● REQUIREMENT:
Print the full listing exactly.
________________
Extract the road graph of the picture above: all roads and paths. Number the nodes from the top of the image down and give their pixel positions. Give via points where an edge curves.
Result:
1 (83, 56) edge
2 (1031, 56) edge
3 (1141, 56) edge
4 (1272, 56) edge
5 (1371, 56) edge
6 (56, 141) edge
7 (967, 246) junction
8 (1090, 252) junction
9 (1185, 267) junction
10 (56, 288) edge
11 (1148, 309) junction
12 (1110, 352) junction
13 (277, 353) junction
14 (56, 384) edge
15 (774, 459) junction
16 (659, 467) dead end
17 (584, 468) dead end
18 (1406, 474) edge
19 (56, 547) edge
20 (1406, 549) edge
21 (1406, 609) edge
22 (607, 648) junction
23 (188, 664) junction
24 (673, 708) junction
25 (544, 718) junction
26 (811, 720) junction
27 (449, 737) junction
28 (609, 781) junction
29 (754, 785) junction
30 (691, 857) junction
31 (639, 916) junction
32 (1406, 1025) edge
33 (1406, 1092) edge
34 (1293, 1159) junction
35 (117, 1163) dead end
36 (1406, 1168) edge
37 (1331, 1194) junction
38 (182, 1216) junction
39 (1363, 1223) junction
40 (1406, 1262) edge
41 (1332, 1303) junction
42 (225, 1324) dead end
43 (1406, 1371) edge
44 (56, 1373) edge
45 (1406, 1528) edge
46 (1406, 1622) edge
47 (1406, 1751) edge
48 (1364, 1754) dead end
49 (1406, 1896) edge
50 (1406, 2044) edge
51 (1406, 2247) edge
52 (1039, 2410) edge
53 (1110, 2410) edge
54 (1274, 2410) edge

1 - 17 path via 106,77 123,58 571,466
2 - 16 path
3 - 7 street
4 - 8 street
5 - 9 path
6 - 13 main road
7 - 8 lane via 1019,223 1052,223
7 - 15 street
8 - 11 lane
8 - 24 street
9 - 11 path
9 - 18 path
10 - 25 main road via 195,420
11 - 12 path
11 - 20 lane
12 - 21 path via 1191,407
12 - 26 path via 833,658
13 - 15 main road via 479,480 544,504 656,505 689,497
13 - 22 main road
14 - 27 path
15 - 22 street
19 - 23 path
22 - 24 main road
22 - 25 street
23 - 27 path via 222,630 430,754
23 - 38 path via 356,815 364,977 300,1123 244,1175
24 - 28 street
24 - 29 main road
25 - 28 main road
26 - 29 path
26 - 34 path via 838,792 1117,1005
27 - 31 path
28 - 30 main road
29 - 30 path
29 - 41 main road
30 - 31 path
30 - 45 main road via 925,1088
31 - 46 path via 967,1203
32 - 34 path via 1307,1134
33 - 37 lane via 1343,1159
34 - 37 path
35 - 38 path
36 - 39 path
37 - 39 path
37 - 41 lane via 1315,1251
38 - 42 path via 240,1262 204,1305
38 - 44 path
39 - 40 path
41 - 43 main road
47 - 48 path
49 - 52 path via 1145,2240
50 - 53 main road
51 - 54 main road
________________
● SOLUTION BELOW:
Extract the road graph of the picture above: all roads and paths. Number the nodes from the top of the image down and give their pixel positions. Give via points where an edge curves.
Result:
1 (83, 56) edge
2 (1031, 56) edge
3 (1141, 56) edge
4 (1272, 56) edge
5 (1371, 56) edge
6 (56, 141) edge
7 (967, 246) junction
8 (1090, 252) junction
9 (1185, 267) junction
10 (56, 288) edge
11 (1148, 309) junction
12 (1110, 352) junction
13 (277, 353) junction
14 (56, 384) edge
15 (774, 459) junction
16 (659, 467) dead end
17 (584, 468) dead end
18 (1406, 474) edge
19 (56, 547) edge
20 (1406, 549) edge
21 (1406, 609) edge
22 (607, 648) junction
23 (188, 664) junction
24 (673, 708) junction
25 (544, 718) junction
26 (811, 720) junction
27 (449, 737) junction
28 (609, 781) junction
29 (754, 785) junction
30 (691, 857) junction
31 (639, 916) junction
32 (1406, 1025) edge
33 (1406, 1092) edge
34 (1293, 1159) junction
35 (117, 1163) dead end
36 (1406, 1168) edge
37 (1331, 1194) junction
38 (182, 1216) junction
39 (1363, 1223) junction
40 (1406, 1262) edge
41 (1332, 1303) junction
42 (225, 1324) dead end
43 (1406, 1371) edge
44 (56, 1373) edge
45 (1406, 1528) edge
46 (1406, 1622) edge
47 (1406, 1751) edge
48 (1364, 1754) dead end
49 (1406, 1896) edge
50 (1406, 2044) edge
51 (1406, 2247) edge
52 (1039, 2410) edge
53 (1110, 2410) edge
54 (1274, 2410) edge

1 - 17 path via 106,77 123,58 571,466
2 - 16 path
3 - 7 street
4 - 8 street
5 - 9 path
6 - 13 main road
7 - 8 lane via 1019,223 1052,223
7 - 15 street
8 - 11 lane
8 - 24 street
9 - 11 path
9 - 18 path
10 - 25 main road via 195,420
11 - 12 path
11 - 20 lane
12 - 21 path via 1191,407
12 - 26 path via 833,658
13 - 15 main road via 479,480 544,504 656,505 689,497
13 - 22 main road
14 - 27 path
15 - 22 street
19 - 23 path
22 - 24 main road
22 - 25 street
23 - 27 path via 222,630 430,754
23 - 38 path via 356,815 364,977 300,1123 244,1175
24 - 28 street
24 - 29 main road
25 - 28 main road
26 - 29 path
26 - 34 path via 838,792 1117,1005
27 - 31 path
28 - 30 main road
29 - 30 path
29 - 41 main road
30 - 31 path
30 - 45 main road via 925,1088
31 - 46 path via 967,1203
32 - 34 path via 1307,1134
33 - 37 lane via 1343,1159
34 - 37 path
35 - 38 path
36 - 39 path
37 - 39 path
37 - 41 lane via 1315,1251
38 - 42 path via 240,1262 204,1305
38 - 44 path
39 - 40 path
41 - 43 main road
47 - 48 path
49 - 52 path via 1145,2240
50 - 53 main road
51 - 54 main road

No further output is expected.